◆ **EXERCISE**
Give the data back exactly as it stands.

PROVIDED DATA Start Marker

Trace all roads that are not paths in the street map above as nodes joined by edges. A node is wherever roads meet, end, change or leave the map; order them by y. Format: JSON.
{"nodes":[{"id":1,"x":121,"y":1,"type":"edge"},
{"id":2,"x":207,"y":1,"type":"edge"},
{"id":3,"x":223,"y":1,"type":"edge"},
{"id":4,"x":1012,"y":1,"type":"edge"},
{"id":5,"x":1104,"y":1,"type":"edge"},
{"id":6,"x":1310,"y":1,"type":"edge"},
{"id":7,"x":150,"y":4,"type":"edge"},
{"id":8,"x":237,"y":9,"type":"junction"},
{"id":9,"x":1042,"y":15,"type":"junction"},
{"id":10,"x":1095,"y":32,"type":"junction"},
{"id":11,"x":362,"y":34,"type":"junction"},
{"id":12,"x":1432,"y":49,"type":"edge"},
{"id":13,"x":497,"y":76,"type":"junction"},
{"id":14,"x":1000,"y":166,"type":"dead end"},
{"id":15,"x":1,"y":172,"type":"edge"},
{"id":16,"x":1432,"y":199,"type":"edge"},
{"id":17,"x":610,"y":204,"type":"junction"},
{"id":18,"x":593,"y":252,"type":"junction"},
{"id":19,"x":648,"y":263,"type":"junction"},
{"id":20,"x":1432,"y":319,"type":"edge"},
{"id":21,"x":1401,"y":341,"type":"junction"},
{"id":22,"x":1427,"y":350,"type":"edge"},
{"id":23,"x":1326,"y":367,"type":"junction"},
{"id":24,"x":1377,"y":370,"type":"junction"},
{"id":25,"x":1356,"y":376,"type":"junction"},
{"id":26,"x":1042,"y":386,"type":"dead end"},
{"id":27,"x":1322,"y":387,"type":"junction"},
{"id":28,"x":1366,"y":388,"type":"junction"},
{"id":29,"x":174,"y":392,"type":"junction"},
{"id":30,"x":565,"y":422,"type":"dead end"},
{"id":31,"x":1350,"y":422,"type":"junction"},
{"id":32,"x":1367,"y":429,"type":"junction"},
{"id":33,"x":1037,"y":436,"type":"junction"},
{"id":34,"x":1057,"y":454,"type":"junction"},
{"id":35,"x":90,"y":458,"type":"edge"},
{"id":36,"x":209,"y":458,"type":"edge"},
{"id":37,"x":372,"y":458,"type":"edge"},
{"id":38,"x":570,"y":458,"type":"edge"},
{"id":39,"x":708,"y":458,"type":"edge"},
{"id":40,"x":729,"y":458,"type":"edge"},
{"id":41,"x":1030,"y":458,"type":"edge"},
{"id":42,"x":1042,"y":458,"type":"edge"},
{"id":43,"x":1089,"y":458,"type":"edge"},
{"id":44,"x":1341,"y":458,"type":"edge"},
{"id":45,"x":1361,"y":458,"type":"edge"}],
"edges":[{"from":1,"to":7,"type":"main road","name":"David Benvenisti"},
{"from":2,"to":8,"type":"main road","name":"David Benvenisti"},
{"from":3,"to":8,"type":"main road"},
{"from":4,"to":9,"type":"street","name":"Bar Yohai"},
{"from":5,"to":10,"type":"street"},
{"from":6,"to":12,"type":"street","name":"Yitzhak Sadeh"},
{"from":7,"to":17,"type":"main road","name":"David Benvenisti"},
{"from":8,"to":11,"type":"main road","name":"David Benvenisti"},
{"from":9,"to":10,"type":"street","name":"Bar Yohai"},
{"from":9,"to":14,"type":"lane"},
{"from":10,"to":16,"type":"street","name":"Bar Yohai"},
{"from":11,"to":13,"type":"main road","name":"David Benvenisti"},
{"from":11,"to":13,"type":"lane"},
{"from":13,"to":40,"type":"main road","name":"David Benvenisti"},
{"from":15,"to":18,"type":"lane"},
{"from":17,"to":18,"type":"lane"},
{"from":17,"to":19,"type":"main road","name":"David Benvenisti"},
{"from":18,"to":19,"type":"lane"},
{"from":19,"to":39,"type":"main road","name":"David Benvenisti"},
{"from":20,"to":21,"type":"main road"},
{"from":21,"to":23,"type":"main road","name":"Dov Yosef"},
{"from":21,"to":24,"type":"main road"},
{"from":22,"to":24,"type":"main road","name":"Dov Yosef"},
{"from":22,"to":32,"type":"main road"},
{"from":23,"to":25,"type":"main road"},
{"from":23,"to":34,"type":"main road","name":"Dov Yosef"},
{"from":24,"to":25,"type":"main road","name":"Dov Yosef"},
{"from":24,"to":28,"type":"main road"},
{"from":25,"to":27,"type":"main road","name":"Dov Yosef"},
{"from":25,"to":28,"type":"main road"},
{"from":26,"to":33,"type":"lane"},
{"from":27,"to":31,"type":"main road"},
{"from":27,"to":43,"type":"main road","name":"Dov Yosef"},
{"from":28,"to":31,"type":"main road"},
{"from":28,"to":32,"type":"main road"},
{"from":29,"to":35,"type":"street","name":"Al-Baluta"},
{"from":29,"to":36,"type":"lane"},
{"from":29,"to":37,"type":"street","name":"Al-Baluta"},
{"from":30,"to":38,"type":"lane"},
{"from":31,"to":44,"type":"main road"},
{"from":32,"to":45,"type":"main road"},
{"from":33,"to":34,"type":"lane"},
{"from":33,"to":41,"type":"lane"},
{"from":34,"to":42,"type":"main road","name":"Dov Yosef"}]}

PROVIDED DATA End Marker

◆ **EXERCISE OUTPUT**
Trace all roads that are not paths in the street map above as nodes joined by edges. A node is wherever roads meet, end, change or leave the map; order them by y. Format: JSON.
{"nodes":[{"id":1,"x":121,"y":1,"type":"edge"},
{"id":2,"x":207,"y":1,"type":"edge"},
{"id":3,"x":223,"y":1,"type":"edge"},
{"id":4,"x":1012,"y":1,"type":"edge"},
{"id":5,"x":1104,"y":1,"type":"edge"},
{"id":6,"x":1310,"y":1,"type":"edge"},
{"id":7,"x":150,"y":4,"type":"edge"},
{"id":8,"x":237,"y":9,"type":"junction"},
{"id":9,"x":1042,"y":15,"type":"junction"},
{"id":10,"x":1095,"y":32,"type":"junction"},
{"id":11,"x":362,"y":34,"type":"junction"},
{"id":12,"x":1432,"y":49,"type":"edge"},
{"id":13,"x":497,"y":76,"type":"junction"},
{"id":14,"x":1000,"y":166,"type":"dead end"},
{"id":15,"x":1,"y":172,"type":"edge"},
{"id":16,"x":1432,"y":199,"type":"edge"},
{"id":17,"x":610,"y":204,"type":"junction"},
{"id":18,"x":593,"y":252,"type":"junction"},
{"id":19,"x":648,"y":263,"type":"junction"},
{"id":20,"x":1432,"y":319,"type":"edge"},
{"id":21,"x":1401,"y":341,"type":"junction"},
{"id":22,"x":1427,"y":350,"type":"edge"},
{"id":23,"x":1326,"y":367,"type":"junction"},
{"id":24,"x":1377,"y":370,"type":"junction"},
{"id":25,"x":1356,"y":376,"type":"junction"},
{"id":26,"x":1042,"y":386,"type":"dead end"},
{"id":27,"x":1322,"y":387,"type":"junction"},
{"id":28,"x":1366,"y":388,"type":"junction"},
{"id":29,"x":174,"y":392,"type":"junction"},
{"id":30,"x":565,"y":422,"type":"dead end"},
{"id":31,"x":1350,"y":422,"type":"junction"},
{"id":32,"x":1367,"y":429,"type":"junction"},
{"id":33,"x":1037,"y":436,"type":"junction"},
{"id":34,"x":1057,"y":454,"type":"junction"},
{"id":35,"x":90,"y":458,"type":"edge"},
{"id":36,"x":209,"y":458,"type":"edge"},
{"id":37,"x":372,"y":458,"type":"edge"},
{"id":38,"x":570,"y":458,"type":"edge"},
{"id":39,"x":708,"y":458,"type":"edge"},
{"id":40,"x":729,"y":458,"type":"edge"},
{"id":41,"x":1030,"y":458,"type":"edge"},
{"id":42,"x":1042,"y":458,"type":"edge"},
{"id":43,"x":1089,"y":458,"type":"edge"},
{"id":44,"x":1341,"y":458,"type":"edge"},
{"id":45,"x":1361,"y":458,"type":"edge"}],
"edges":[{"from":1,"to":7,"type":"main road","name":"David Benvenisti"},
{"from":2,"to":8,"type":"main road","name":"David Benvenisti"},
{"from":3,"to":8,"type":"main road"},
{"from":4,"to":9,"type":"street","name":"Bar Yohai"},
{"from":5,"to":10,"type":"street"},
{"from":6,"to":12,"type":"street","name":"Yitzhak Sadeh"},
{"from":7,"to":17,"type":"main road","name":"David Benvenisti"},
{"from":8,"to":11,"type":"main road","name":"David Benvenisti"},
{"from":9,"to":10,"type":"street","name":"Bar Yohai"},
{"from":9,"to":14,"type":"lane"},
{"from":10,"to":16,"type":"street","name":"Bar Yohai"},
{"from":11,"to":13,"type":"main road","name":"David Benvenisti"},
{"from":11,"to":13,"type":"lane"},
{"from":13,"to":40,"type":"main road","name":"David Benvenisti"},
{"from":15,"to":18,"type":"lane"},
{"from":17,"to":18,"type":"lane"},
{"from":17,"to":19,"type":"main road","name":"David Benvenisti"},
{"from":18,"to":19,"type":"lane"},
{"from":19,"to":39,"type":"main road","name":"David Benvenisti"},
{"from":20,"to":21,"type":"main road"},
{"from":21,"to":23,"type":"main road","name":"Dov Yosef"},
{"from":21,"to":24,"type":"main road"},
{"from":22,"to":24,"type":"main road","name":"Dov Yosef"},
{"from":22,"to":32,"type":"main road"},
{"from":23,"to":25,"type":"main road"},
{"from":23,"to":34,"type":"main road","name":"Dov Yosef"},
{"from":24,"to":25,"type":"main road","name":"Dov Yosef"},
{"from":24,"to":28,"type":"main road"},
{"from":25,"to":27,"type":"main road","name":"Dov Yosef"},
{"from":25,"to":28,"type":"main road"},
{"from":26,"to":33,"type":"lane"},
{"from":27,"to":31,"type":"main road"},
{"from":27,"to":43,"type":"main road","name":"Dov Yosef"},
{"from":28,"to":31,"type":"main road"},
{"from":28,"to":32,"type":"main road"},
{"from":29,"to":35,"type":"street","name":"Al-Baluta"},
{"from":29,"to":36,"type":"lane"},
{"from":29,"to":37,"type":"street","name":"Al-Baluta"},
{"from":30,"to":38,"type":"lane"},
{"from":31,"to":44,"type":"main road"},
{"from":32,"to":45,"type":"main road"},
{"from":33,"to":34,"type":"lane"},
{"from":33,"to":41,"type":"lane"},
{"from":34,"to":42,"type":"main road","name":"Dov Yosef"}]}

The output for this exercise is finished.